## AIM OF THE EXERCISE
Look for "Woodside" in each line of the records, and copy the lines that have it.

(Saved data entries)
+ + + + +
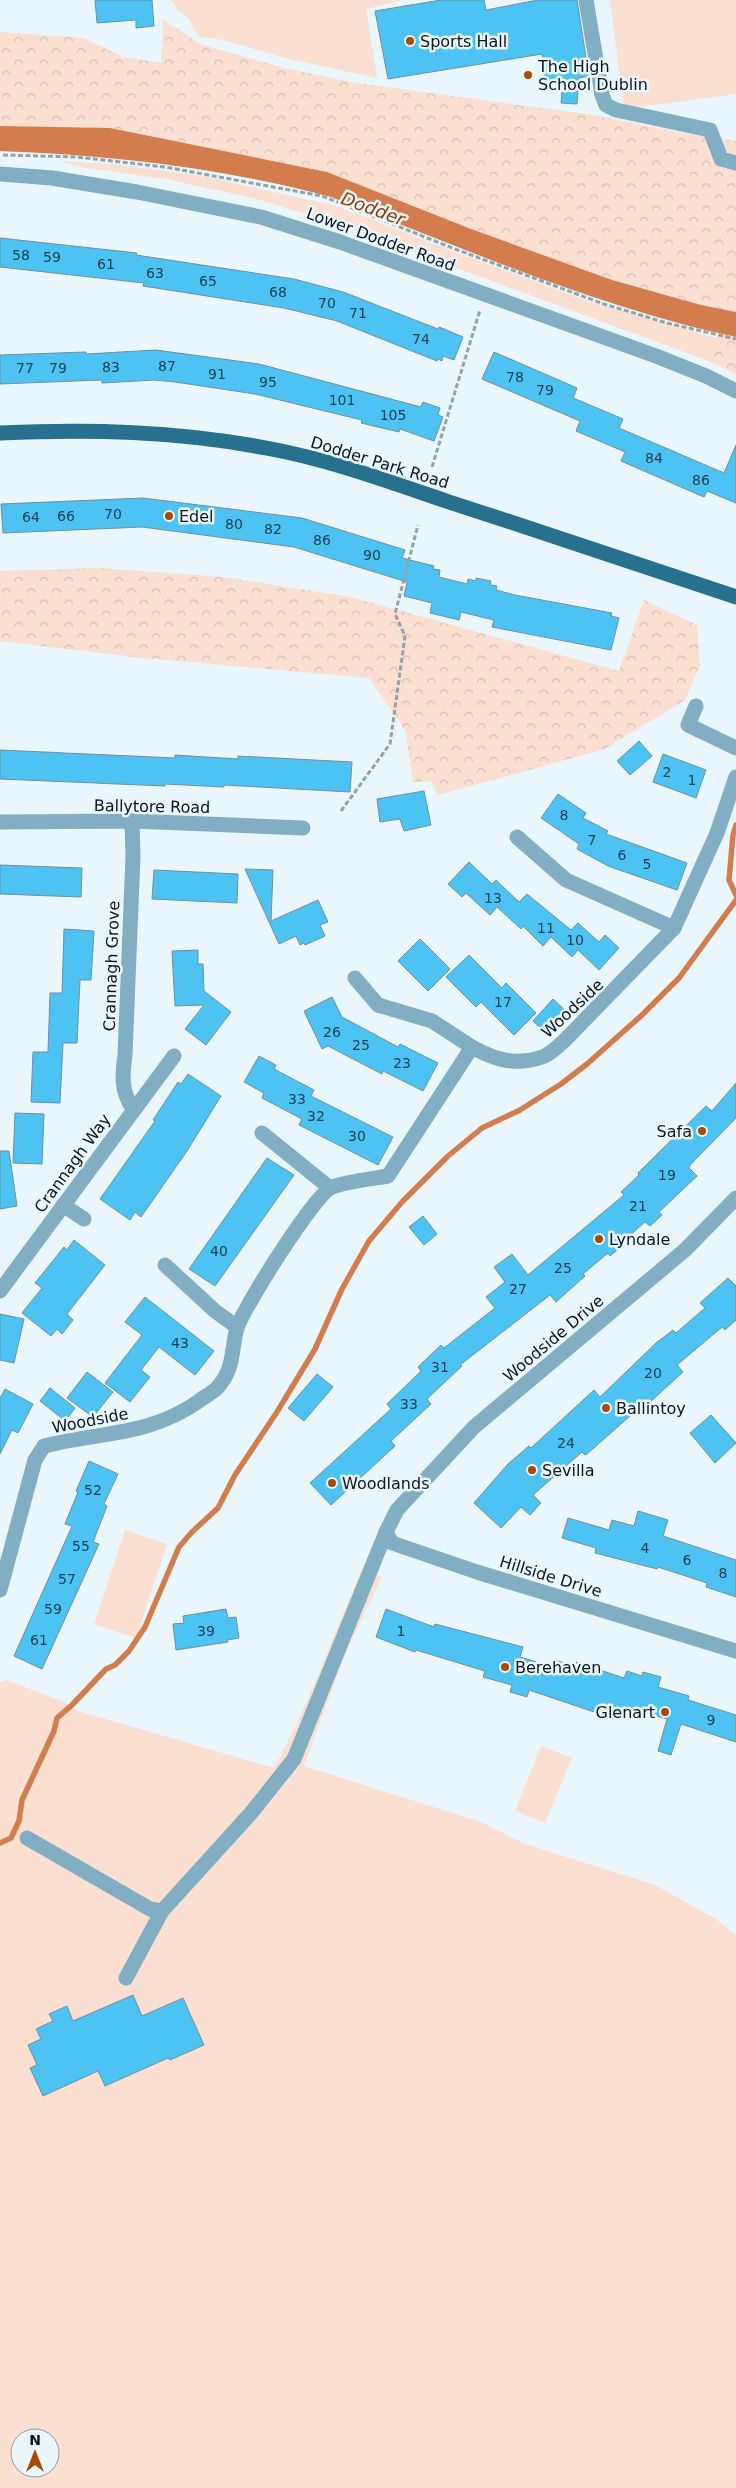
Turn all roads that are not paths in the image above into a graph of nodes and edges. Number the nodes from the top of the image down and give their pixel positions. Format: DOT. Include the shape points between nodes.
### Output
graph roads {
  1 [pos="586,0"];
  2 [pos="736,163"];
  3 [pos="0,174"];
  4 [pos="736,391"];
  5 [pos="0,433"];
  6 [pos="736,597"];
  7 [pos="696,706"];
  8 [pos="736,748"];
  9 [pos="736,777"];
  10 [pos="132,821"];
  11 [pos="0,822"];
  12 [pos="303,828"];
  13 [pos="517,837"];
  14 [pos="674,928"];
  15 [pos="356,978"];
  16 [pos="472,1047"];
  17 [pos="174,1056"];
  18 [pos="133,1109"];
  19 [pos="262,1133"];
  20 [pos="330,1188"];
  21 [pos="736,1198"];
  22 [pos="63,1205"];
  23 [pos="84,1219"];
  24 [pos="165,1265"];
  25 [pos="0,1292"];
  26 [pos="237,1327"];
  27 [pos="386,1532"];
  28 [pos="0,1590"];
  29 [pos="736,1651"];
  30 [pos="27,1838"];
  31 [pos="162,1911"];
  32 [pos="126,1978"];
  1 -- 2 [label="street" via="606,105 616,110 710,130 721,159"];
  3 -- 4 [label="street, Lower Dodder Road" via="52,178 137,192 261,217 340,242 656,356"];
  5 -- 6 [label="main road, Dodder Park Road" via="143,431 268,448 425,494"];
  7 -- 8 [label="street" via="688,725"];
  9 -- 14 [label="street, Woodside" via="717,833"];
  10 -- 11 [label="street, Ballytore Road"];
  10 -- 12 [label="street, Ballytore Road"];
  10 -- 18 [label="street, Crannagh Grove" via="122,1079 125,1097"];
  13 -- 14 [label="street" via="566,880"];
  14 -- 16 [label="street, Woodside" via="564,1041 544,1057 518,1062 492,1058"];
  15 -- 16 [label="street, Woodside" via="378,1005 432,1021"];
  16 -- 20 [label="street" via="388,1176"];
  17 -- 18 [label="street, Crannagh Way"];
  18 -- 22 [label="street, Crannagh Way"];
  19 -- 20 [label="street"];
  20 -- 26 [label="street, Woodside" via="294,1230"];
  21 -- 27 [label="street, Woodside Drive" via="685,1250 474,1427 397,1510"];
  22 -- 23 [label="street"];
  22 -- 25 [label="street, Crannagh Way"];
  24 -- 26 [label="street"];
  26 -- 28 [label="street, Woodside" via="233,1360 218,1388 189,1408 156,1424 112,1436 44,1446 34,1460"];
  27 -- 29 [label="street, Hillside Drive" via="392,1543 477,1572"];
  27 -- 31 [label="street" via="294,1759 251,1813"];
  30 -- 31 [label="street" via="150,1908"];
  31 -- 32 [label="street"];
}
+ + + + +
## EXERCISE RESPONSE
  9 -- 14 [label="street, Woodside" via="717,833"];
  14 -- 16 [label="street, Woodside" via="564,1041 544,1057 518,1062 492,1058"];
  15 -- 16 [label="street, Woodside" via="378,1005 432,1021"];
  20 -- 26 [label="street, Woodside" via="294,1230"];
  21 -- 27 [label="street, Woodside Drive" via="685,1250 474,1427 397,1510"];
  26 -- 28 [label="street, Woodside" via="233,1360 218,1388 189,1408 156,1424 112,1436 44,1446 34,1460"];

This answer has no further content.